**Exercise input**.
....

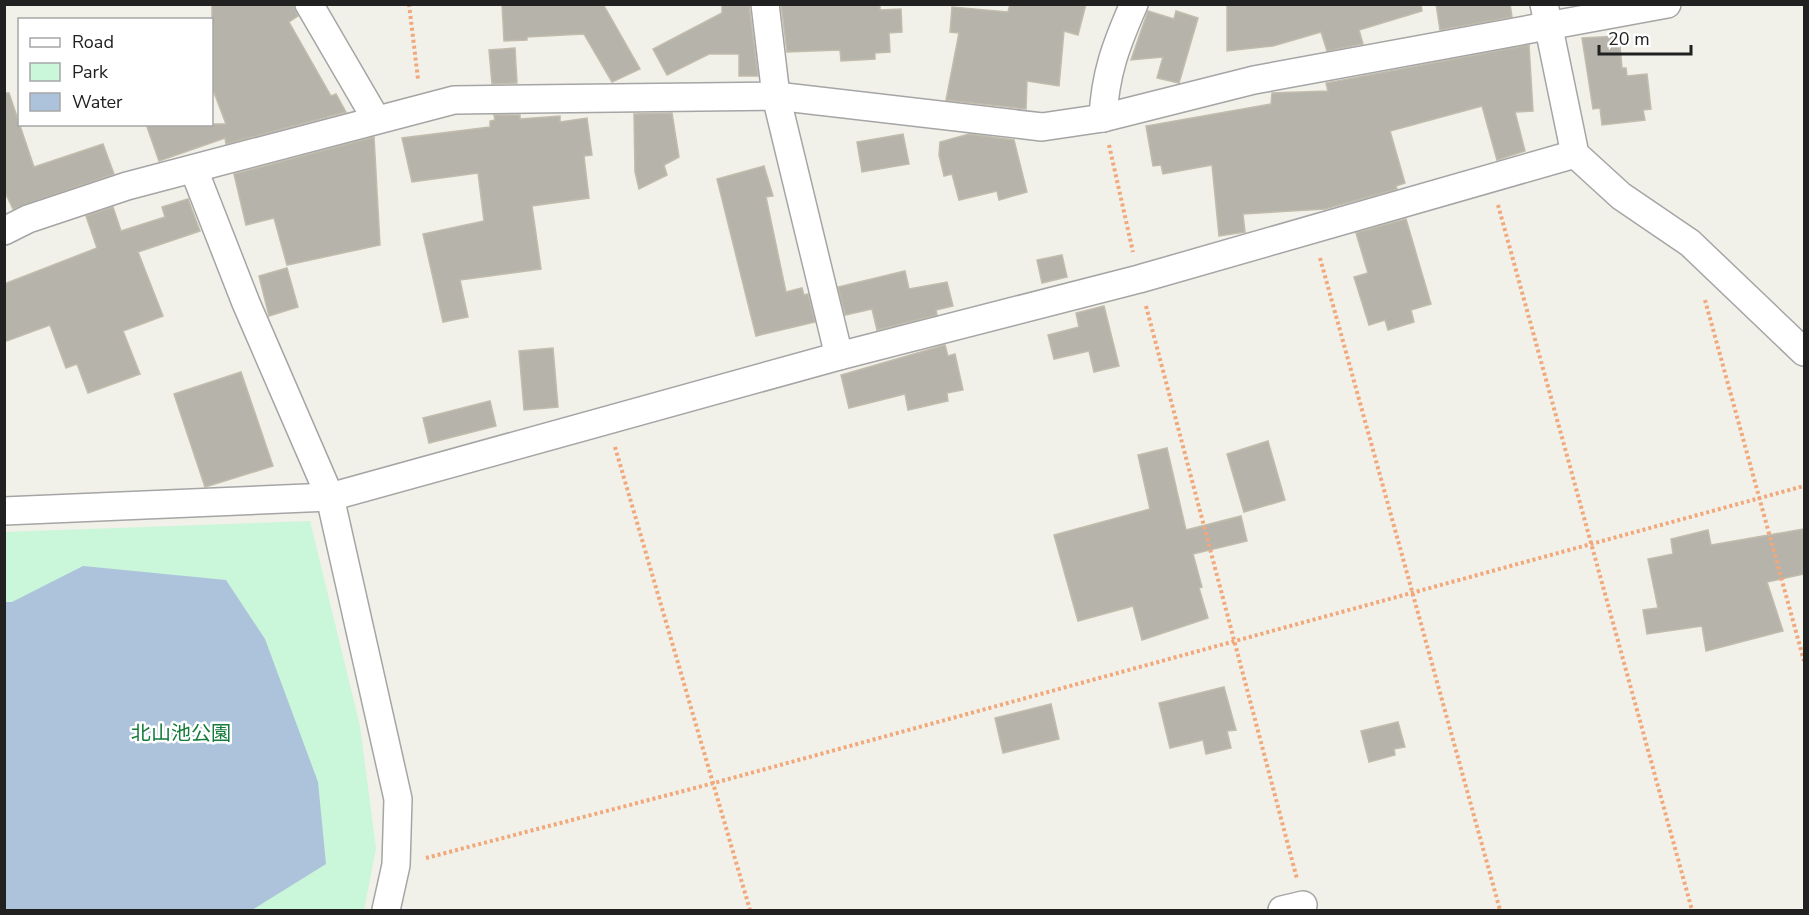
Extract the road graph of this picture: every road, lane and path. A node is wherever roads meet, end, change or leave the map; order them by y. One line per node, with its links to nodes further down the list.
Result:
1 (309, 4): 10 (street)
2 (409, 4): 8 (path)
3 (765, 4): 7 (street)
4 (1134, 4): 9 (street)
5 (1667, 4): 6 (street)
6 (1546, 16): 9 (street); 11 (street)
7 (776, 96): 8 (street); 9 (street); 19 (street)
8 (422, 107): 10 (street)
9 (1103, 118): 16 (path)
10 (376, 119): 12 (street)
11 (1575, 154): 13 (street); 18 (street)
12 (194, 170): 15 (street); 23 (street)
13 (1491, 178): 14 (street); 25 (path)
14 (1312, 230): 16 (street); 26 (path)
15 (4, 231)
16 (1139, 279): 19 (street); 27 (path)
17 (1702, 289): 22 (path)
18 (1804, 352)
19 (839, 356): 20 (street)
20 (607, 420): 23 (street); 29 (path)
21 (1804, 486): 22 (path)
22 (1761, 496): 25 (path); 28 (path)
23 (330, 497): 24 (street); 30 (street)
24 (4, 511)
25 (1590, 543): 26 (path); 35 (path)
26 (1413, 591): 27 (path); 34 (path)
27 (1234, 640): 29 (path); 31 (path)
28 (1804, 661)
29 (714, 783): 30 (path); 33 (path)
30 (396, 865): 32 (street)
31 (1293, 908)
32 (386, 910)
33 (750, 910)
34 (1500, 910)
35 (1692, 910)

....

**What is needed**. Copy the records exactly; no image should appear in the result.

**The answer**.
Extract the road graph of this picture: every road, lane and path. A node is wherever roads meet, end, change or leave the map; order them by y. One line per node, with its links to nodes further down the list.
Result:
1 (309, 4): 10 (street)
2 (409, 4): 8 (path)
3 (765, 4): 7 (street)
4 (1134, 4): 9 (street)
5 (1667, 4): 6 (street)
6 (1546, 16): 9 (street); 11 (street)
7 (776, 96): 8 (street); 9 (street); 19 (street)
8 (422, 107): 10 (street)
9 (1103, 118): 16 (path)
10 (376, 119): 12 (street)
11 (1575, 154): 13 (street); 18 (street)
12 (194, 170): 15 (street); 23 (street)
13 (1491, 178): 14 (street); 25 (path)
14 (1312, 230): 16 (street); 26 (path)
15 (4, 231)
16 (1139, 279): 19 (street); 27 (path)
17 (1702, 289): 22 (path)
18 (1804, 352)
19 (839, 356): 20 (street)
20 (607, 420): 23 (street); 29 (path)
21 (1804, 486): 22 (path)
22 (1761, 496): 25 (path); 28 (path)
23 (330, 497): 24 (street); 30 (street)
24 (4, 511)
25 (1590, 543): 26 (path); 35 (path)
26 (1413, 591): 27 (path); 34 (path)
27 (1234, 640): 29 (path); 31 (path)
28 (1804, 661)
29 (714, 783): 30 (path); 33 (path)
30 (396, 865): 32 (street)
31 (1293, 908)
32 (386, 910)
33 (750, 910)
34 (1500, 910)
35 (1692, 910)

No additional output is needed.